Segment Start: GIVEN RECORDS

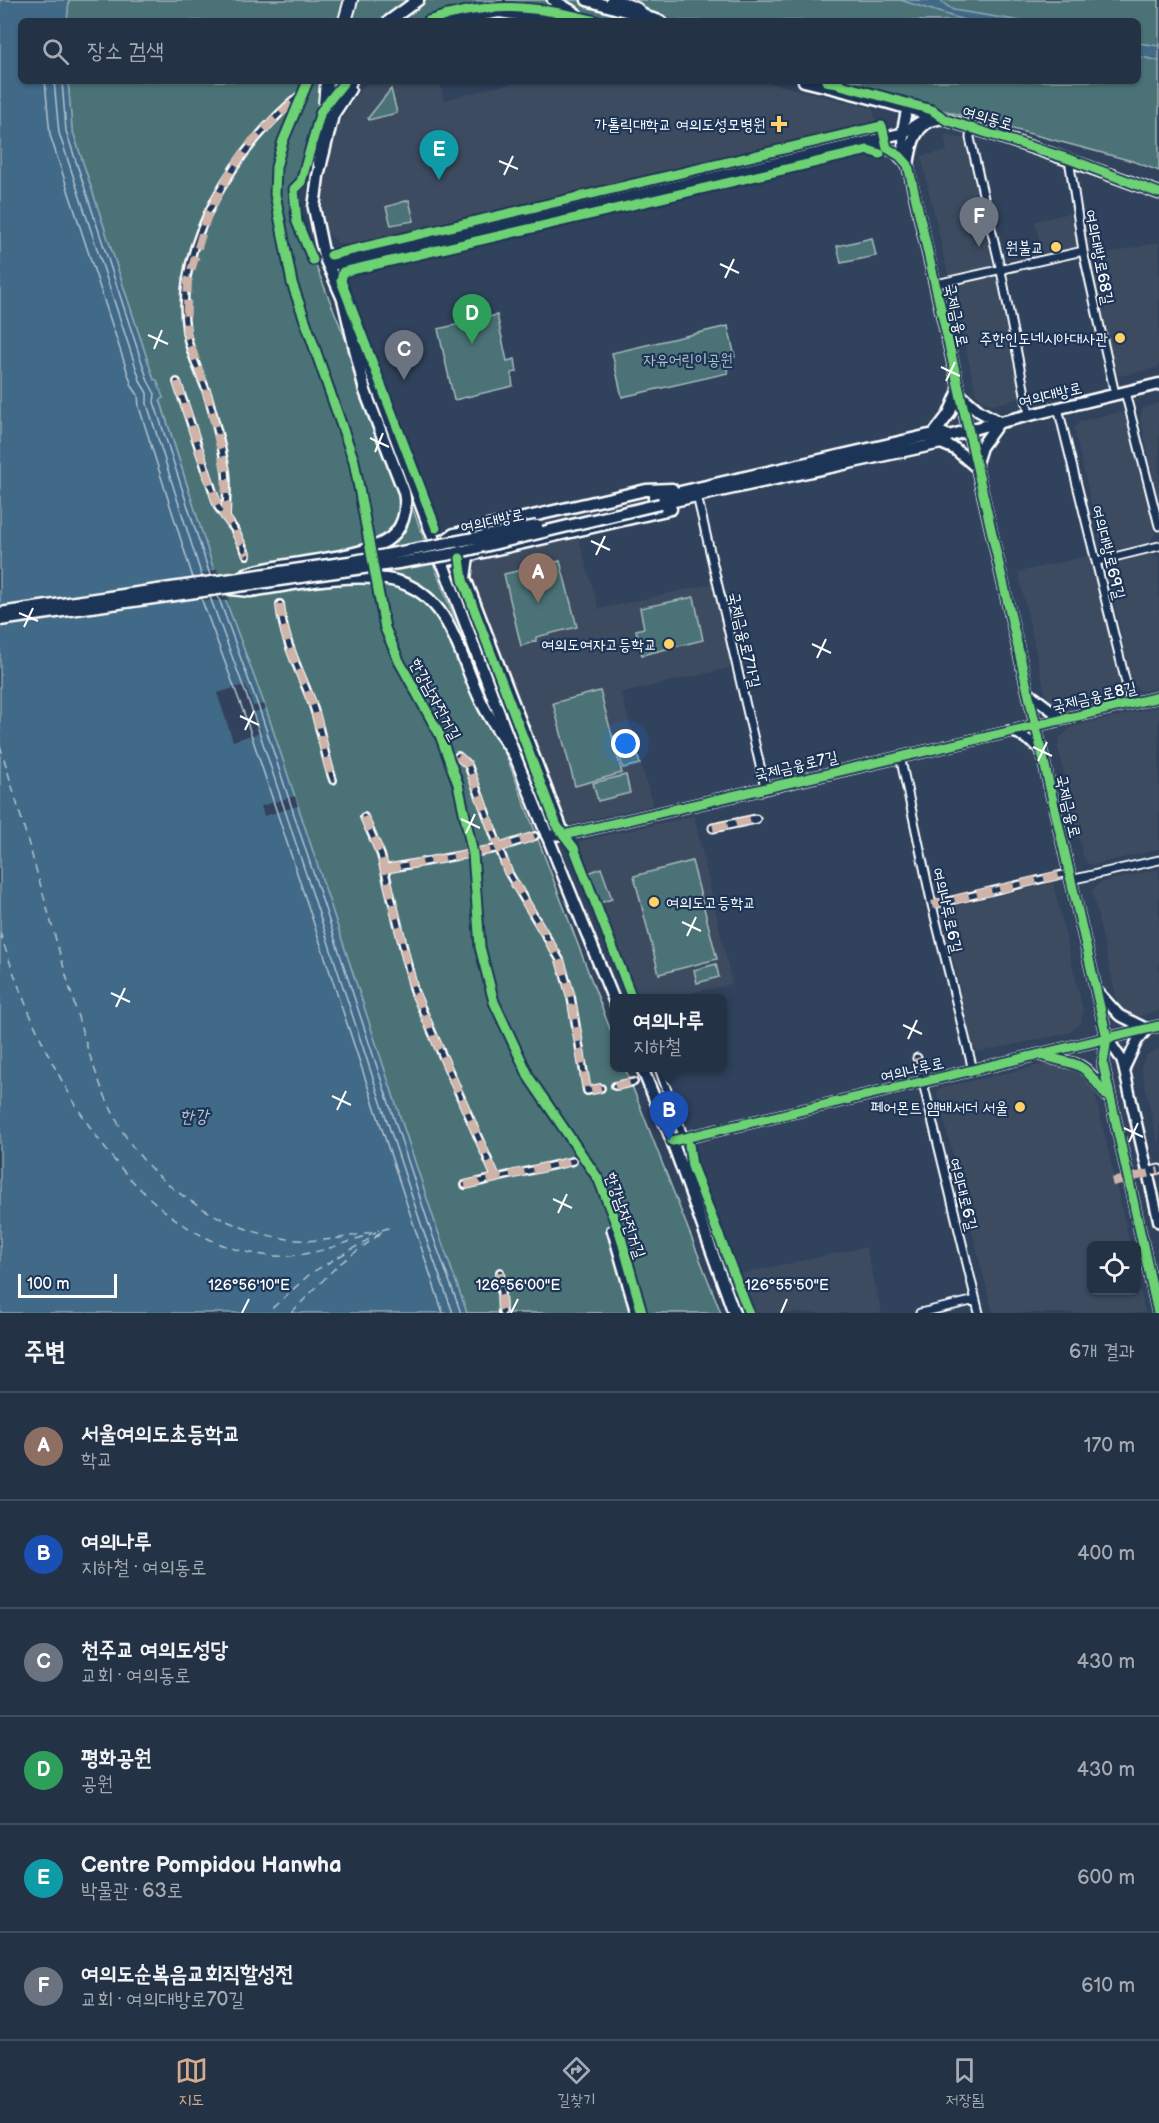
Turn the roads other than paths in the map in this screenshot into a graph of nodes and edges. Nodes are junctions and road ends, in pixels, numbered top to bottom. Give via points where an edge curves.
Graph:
1 (351, 0) edge
2 (418, 0) edge
3 (553, 0) edge
4 (568, 0) edge
5 (586, 0) edge
6 (613, 0) edge
7 (645, 17) junction
8 (346, 18) edge
9 (393, 18) edge
10 (464, 18) edge
11 (537, 18) edge
12 (579, 18) edge
13 (584, 18) edge
14 (649, 18) edge
15 (327, 84) edge
16 (327, 84) edge
17 (351, 84) edge
18 (815, 84) edge
19 (304, 92) dead end
20 (907, 108) junction
21 (333, 115) junction
22 (942, 119) junction
23 (971, 128) junction
24 (903, 133) junction
25 (865, 143) junction
26 (1069, 159) junction
27 (320, 164) junction
28 (908, 165) junction
29 (1159, 193) edge
30 (1083, 251) junction
31 (329, 266) junction
32 (1001, 271) junction
33 (936, 284) junction
34 (343, 299) junction
35 (177, 382) dead end
36 (1159, 384) edge
37 (958, 393) junction
38 (1120, 393) junction
39 (1058, 408) junction
40 (1029, 414) junction
41 (999, 422) junction
42 (967, 431) junction
43 (932, 435) junction
44 (945, 440) junction
45 (975, 466) junction
46 (699, 487) junction
47 (711, 492) junction
48 (698, 500) junction
49 (657, 501) junction
50 (226, 517) junction
51 (1159, 526) edge
52 (428, 529) junction
53 (454, 534) junction
54 (1159, 546) edge
55 (435, 547) junction
56 (247, 555) dead end
57 (468, 556) junction
58 (1098, 561) junction
59 (440, 562) junction
60 (231, 579) junction
61 (225, 589) junction
62 (280, 604) dead end
63 (0, 613) edge
64 (0, 620) edge
65 (1028, 692) junction
66 (1159, 697) edge
67 (1131, 703) junction
68 (1063, 719) junction
69 (1035, 725) junction
70 (1006, 731) junction
71 (1041, 749) junction
72 (458, 756) dead end
73 (515, 756) junction
74 (900, 756) junction
75 (333, 780) dead end
76 (765, 787) junction
77 (364, 817) dead end
78 (756, 819) dead end
79 (712, 828) dead end
80 (546, 835) junction
81 (564, 835) junction
82 (535, 836) dead end
83 (499, 848) junction
84 (1159, 860) edge
85 (385, 869) junction
86 (1069, 877) junction
87 (932, 905) junction
88 (1095, 990) junction
89 (611, 994) edge
90 (630, 994) edge
91 (1159, 1026) edge
92 (1148, 1028) junction
93 (1107, 1038) junction
94 (1038, 1054) junction
95 (916, 1058) dead end
96 (1124, 1069) junction
97 (973, 1070) junction
98 (644, 1072) edge
99 (660, 1072) edge
100 (634, 1082) dead end
101 (923, 1082) junction
102 (615, 1086) dead end
103 (601, 1088) dead end
104 (1110, 1101) junction
105 (684, 1138) junction
106 (672, 1141) junction
107 (573, 1161) dead end
108 (1159, 1169) edge
109 (1147, 1172) junction
110 (496, 1178) junction
111 (465, 1185) dead end
112 (1159, 1222) edge
113 (610, 1229) dead end
114 (500, 1272) dead end
115 (976, 1300) junction
116 (502, 1313) edge
117 (634, 1313) edge
118 (734, 1313) edge
119 (920, 1313) edge
120 (979, 1313) edge
121 (1158, 1313) edge

1 - 8 highway
2 - 9 main road
3 - 12 main road
4 - 13 main road via 577,5
5 - 7 main road
6 - 7 highway
7 - 14 main road
10 - 11 main road via 499,12
15 - 21 highway via 326,105
16 - 27 highway
17 - 21 main road
18 - 20 main road, 여의동로
19 - 50 street via 252,141 229,174 204,225 188,281 186,331 208,396 226,472
20 - 22 main road, 여의동로
20 - 24 street, 국제금융로
21 - 27 main road
22 - 23 main road, 여의동로
22 - 24 main road via 923,121
22 - 28 main road via 925,123 919,129
23 - 26 main road, 여의동로
23 - 32 street via 970,138
24 - 25 street
24 - 28 street, 국제금융로
25 - 28 street via 894,152
25 - 31 street
26 - 29 main road, 여의동로
26 - 30 street, 여의대방로68길
27 - 31 main road via 315,219
28 - 33 street, 국제금융로
30 - 32 street, 국제금융로
30 - 38 street, 여의대방로68길
31 - 34 main road
32 - 33 street, 국제금융로
32 - 40 street
33 - 37 street, 국제금융로
34 - 52 main road
34 - 60 main road, bridge via 365,391 401,485 405,500 403,519 387,540
35 - 50 street via 218,507
36 - 38 main road, 여의대방로
37 - 41 main road
37 - 42 street, 국제금융로
37 - 43 main road via 949,414
38 - 39 main road, 여의대방로
38 - 51 street, 여의대방로68길
39 - 40 main road, 여의대방로
39 - 58 street, 여의대방로69길
40 - 41 main road, 여의대방로
41 - 42 main road, 여의대방로
41 - 45 main road via 981,447
42 - 44 main road, 여의대방로
42 - 45 street, 국제금융로
43 - 44 main road, 여의대방로 via 942,433
43 - 46 main road, 여의대방로
44 - 45 main road
44 - 47 main road, 여의대방로
45 - 65 street, 국제금융로
46 - 49 main road, 여의대방로
46 - 53 main road via 646,490
47 - 48 main road
47 - 49 main road, 여의대방로
48 - 57 main road
48 - 76 street, 국제금융로7가길
49 - 60 main road, 여의대방로, bridge via 456,543
49 - 61 main road, bridge via 450,554
50 - 56 street
52 - 53 main road
52 - 55 main road
53 - 55 main road
54 - 58 street
55 - 59 main road
57 - 59 main road
57 - 81 main road via 465,578
58 - 67 street, 여의대방로69길
59 - 73 main road
60 - 63 main road, 여의대방로, bridge
61 - 64 main road, bridge
61 - 73 main road via 249,591 365,578 399,581 420,590 442,612 483,706
62 - 75 street via 285,637 312,703
65 - 68 street
65 - 69 street, 국제금융로
66 - 67 street, 국제금융로8길
67 - 68 street, 국제금융로8길
68 - 69 street, 국제금융로8길
69 - 70 street, 국제금융로7길
69 - 71 street, 국제금융로
70 - 71 street via 1019,734
70 - 74 street, 국제금융로7길
71 - 86 street, 국제금융로
72 - 83 street via 468,765
73 - 80 main road
74 - 76 street, 국제금융로7길
74 - 87 street, 여의나루로6길
76 - 81 street, 국제금융로7길
77 - 85 street
78 - 79 street
80 - 81 street, 국제금융로7길
80 - 89 main road
81 - 90 street via 574,848
82 - 83 street
83 - 85 street
83 - 103 street via 513,883 560,960 571,997 586,1091
84 - 86 street
85 - 110 street via 414,991
86 - 87 street
86 - 88 street, 국제금융로
87 - 97 street, 여의나루로6길
88 - 92 street via 1119,1015
88 - 93 street, 국제금융로
91 - 92 street, 여의나루로
92 - 93 street, 여의나루로
92 - 96 street
93 - 94 street, 여의나루로
93 - 96 street, 국제금융로
93 - 104 street, 국제금융로 via 1102,1064
94 - 97 street, 여의나루로
94 - 104 street via 1085,1067
95 - 101 street, 여의대로6길
96 - 109 street, 국제금융로
97 - 101 street, 여의나루로
98 - 106 main road
99 - 105 street
100 - 102 street
101 - 105 street, 여의나루로
101 - 115 street, 여의대로6길
104 - 121 street, 국제금융로
105 - 106 street, 여의나루로
106 - 118 main road
107 - 110 street
108 - 109 street
109 - 112 street, 국제금융로
110 - 111 street
113 - 117 street
114 - 116 street
115 - 119 street
115 - 120 street, 여의대로6길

Segment End: GIVEN RECORDS

Retype each record exactly as it stands, but do not include the pictures.

- [ANSWER TO THIS EXERCISE]
Turn the roads other than paths in the map in this screenshot into a graph of nodes and edges. Nodes are junctions and road ends, in pixels, numbered top to bottom. Give via points where an edge curves.
Graph:
1 (351, 0) edge
2 (418, 0) edge
3 (553, 0) edge
4 (568, 0) edge
5 (586, 0) edge
6 (613, 0) edge
7 (645, 17) junction
8 (346, 18) edge
9 (393, 18) edge
10 (464, 18) edge
11 (537, 18) edge
12 (579, 18) edge
13 (584, 18) edge
14 (649, 18) edge
15 (327, 84) edge
16 (327, 84) edge
17 (351, 84) edge
18 (815, 84) edge
19 (304, 92) dead end
20 (907, 108) junction
21 (333, 115) junction
22 (942, 119) junction
23 (971, 128) junction
24 (903, 133) junction
25 (865, 143) junction
26 (1069, 159) junction
27 (320, 164) junction
28 (908, 165) junction
29 (1159, 193) edge
30 (1083, 251) junction
31 (329, 266) junction
32 (1001, 271) junction
33 (936, 284) junction
34 (343, 299) junction
35 (177, 382) dead end
36 (1159, 384) edge
37 (958, 393) junction
38 (1120, 393) junction
39 (1058, 408) junction
40 (1029, 414) junction
41 (999, 422) junction
42 (967, 431) junction
43 (932, 435) junction
44 (945, 440) junction
45 (975, 466) junction
46 (699, 487) junction
47 (711, 492) junction
48 (698, 500) junction
49 (657, 501) junction
50 (226, 517) junction
51 (1159, 526) edge
52 (428, 529) junction
53 (454, 534) junction
54 (1159, 546) edge
55 (435, 547) junction
56 (247, 555) dead end
57 (468, 556) junction
58 (1098, 561) junction
59 (440, 562) junction
60 (231, 579) junction
61 (225, 589) junction
62 (280, 604) dead end
63 (0, 613) edge
64 (0, 620) edge
65 (1028, 692) junction
66 (1159, 697) edge
67 (1131, 703) junction
68 (1063, 719) junction
69 (1035, 725) junction
70 (1006, 731) junction
71 (1041, 749) junction
72 (458, 756) dead end
73 (515, 756) junction
74 (900, 756) junction
75 (333, 780) dead end
76 (765, 787) junction
77 (364, 817) dead end
78 (756, 819) dead end
79 (712, 828) dead end
80 (546, 835) junction
81 (564, 835) junction
82 (535, 836) dead end
83 (499, 848) junction
84 (1159, 860) edge
85 (385, 869) junction
86 (1069, 877) junction
87 (932, 905) junction
88 (1095, 990) junction
89 (611, 994) edge
90 (630, 994) edge
91 (1159, 1026) edge
92 (1148, 1028) junction
93 (1107, 1038) junction
94 (1038, 1054) junction
95 (916, 1058) dead end
96 (1124, 1069) junction
97 (973, 1070) junction
98 (644, 1072) edge
99 (660, 1072) edge
100 (634, 1082) dead end
101 (923, 1082) junction
102 (615, 1086) dead end
103 (601, 1088) dead end
104 (1110, 1101) junction
105 (684, 1138) junction
106 (672, 1141) junction
107 (573, 1161) dead end
108 (1159, 1169) edge
109 (1147, 1172) junction
110 (496, 1178) junction
111 (465, 1185) dead end
112 (1159, 1222) edge
113 (610, 1229) dead end
114 (500, 1272) dead end
115 (976, 1300) junction
116 (502, 1313) edge
117 (634, 1313) edge
118 (734, 1313) edge
119 (920, 1313) edge
120 (979, 1313) edge
121 (1158, 1313) edge

1 - 8 highway
2 - 9 main road
3 - 12 main road
4 - 13 main road via 577,5
5 - 7 main road
6 - 7 highway
7 - 14 main road
10 - 11 main road via 499,12
15 - 21 highway via 326,105
16 - 27 highway
17 - 21 main road
18 - 20 main road, 여의동로
19 - 50 street via 252,141 229,174 204,225 188,281 186,331 208,396 226,472
20 - 22 main road, 여의동로
20 - 24 street, 국제금융로
21 - 27 main road
22 - 23 main road, 여의동로
22 - 24 main road via 923,121
22 - 28 main road via 925,123 919,129
23 - 26 main road, 여의동로
23 - 32 street via 970,138
24 - 25 street
24 - 28 street, 국제금융로
25 - 28 street via 894,152
25 - 31 street
26 - 29 main road, 여의동로
26 - 30 street, 여의대방로68길
27 - 31 main road via 315,219
28 - 33 street, 국제금융로
30 - 32 street, 국제금융로
30 - 38 street, 여의대방로68길
31 - 34 main road
32 - 33 street, 국제금융로
32 - 40 street
33 - 37 street, 국제금융로
34 - 52 main road
34 - 60 main road, bridge via 365,391 401,485 405,500 403,519 387,540
35 - 50 street via 218,507
36 - 38 main road, 여의대방로
37 - 41 main road
37 - 42 street, 국제금융로
37 - 43 main road via 949,414
38 - 39 main road, 여의대방로
38 - 51 street, 여의대방로68길
39 - 40 main road, 여의대방로
39 - 58 street, 여의대방로69길
40 - 41 main road, 여의대방로
41 - 42 main road, 여의대방로
41 - 45 main road via 981,447
42 - 44 main road, 여의대방로
42 - 45 street, 국제금융로
43 - 44 main road, 여의대방로 via 942,433
43 - 46 main road, 여의대방로
44 - 45 main road
44 - 47 main road, 여의대방로
45 - 65 street, 국제금융로
46 - 49 main road, 여의대방로
46 - 53 main road via 646,490
47 - 48 main road
47 - 49 main road, 여의대방로
48 - 57 main road
48 - 76 street, 국제금융로7가길
49 - 60 main road, 여의대방로, bridge via 456,543
49 - 61 main road, bridge via 450,554
50 - 56 street
52 - 53 main road
52 - 55 main road
53 - 55 main road
54 - 58 street
55 - 59 main road
57 - 59 main road
57 - 81 main road via 465,578
58 - 67 street, 여의대방로69길
59 - 73 main road
60 - 63 main road, 여의대방로, bridge
61 - 64 main road, bridge
61 - 73 main road via 249,591 365,578 399,581 420,590 442,612 483,706
62 - 75 street via 285,637 312,703
65 - 68 street
65 - 69 street, 국제금융로
66 - 67 street, 국제금융로8길
67 - 68 street, 국제금융로8길
68 - 69 street, 국제금융로8길
69 - 70 street, 국제금융로7길
69 - 71 street, 국제금융로
70 - 71 street via 1019,734
70 - 74 street, 국제금융로7길
71 - 86 street, 국제금융로
72 - 83 street via 468,765
73 - 80 main road
74 - 76 street, 국제금융로7길
74 - 87 street, 여의나루로6길
76 - 81 street, 국제금융로7길
77 - 85 street
78 - 79 street
80 - 81 street, 국제금융로7길
80 - 89 main road
81 - 90 street via 574,848
82 - 83 street
83 - 85 street
83 - 103 street via 513,883 560,960 571,997 586,1091
84 - 86 street
85 - 110 street via 414,991
86 - 87 street
86 - 88 street, 국제금융로
87 - 97 street, 여의나루로6길
88 - 92 street via 1119,1015
88 - 93 street, 국제금융로
91 - 92 street, 여의나루로
92 - 93 street, 여의나루로
92 - 96 street
93 - 94 street, 여의나루로
93 - 96 street, 국제금융로
93 - 104 street, 국제금융로 via 1102,1064
94 - 97 street, 여의나루로
94 - 104 street via 1085,1067
95 - 101 street, 여의대로6길
96 - 109 street, 국제금융로
97 - 101 street, 여의나루로
98 - 106 main road
99 - 105 street
100 - 102 street
101 - 105 street, 여의나루로
101 - 115 street, 여의대로6길
104 - 121 street, 국제금융로
105 - 106 street, 여의나루로
106 - 118 main road
107 - 110 street
108 - 109 street
109 - 112 street, 국제금융로
110 - 111 street
113 - 117 street
114 - 116 street
115 - 119 street
115 - 120 street, 여의대로6길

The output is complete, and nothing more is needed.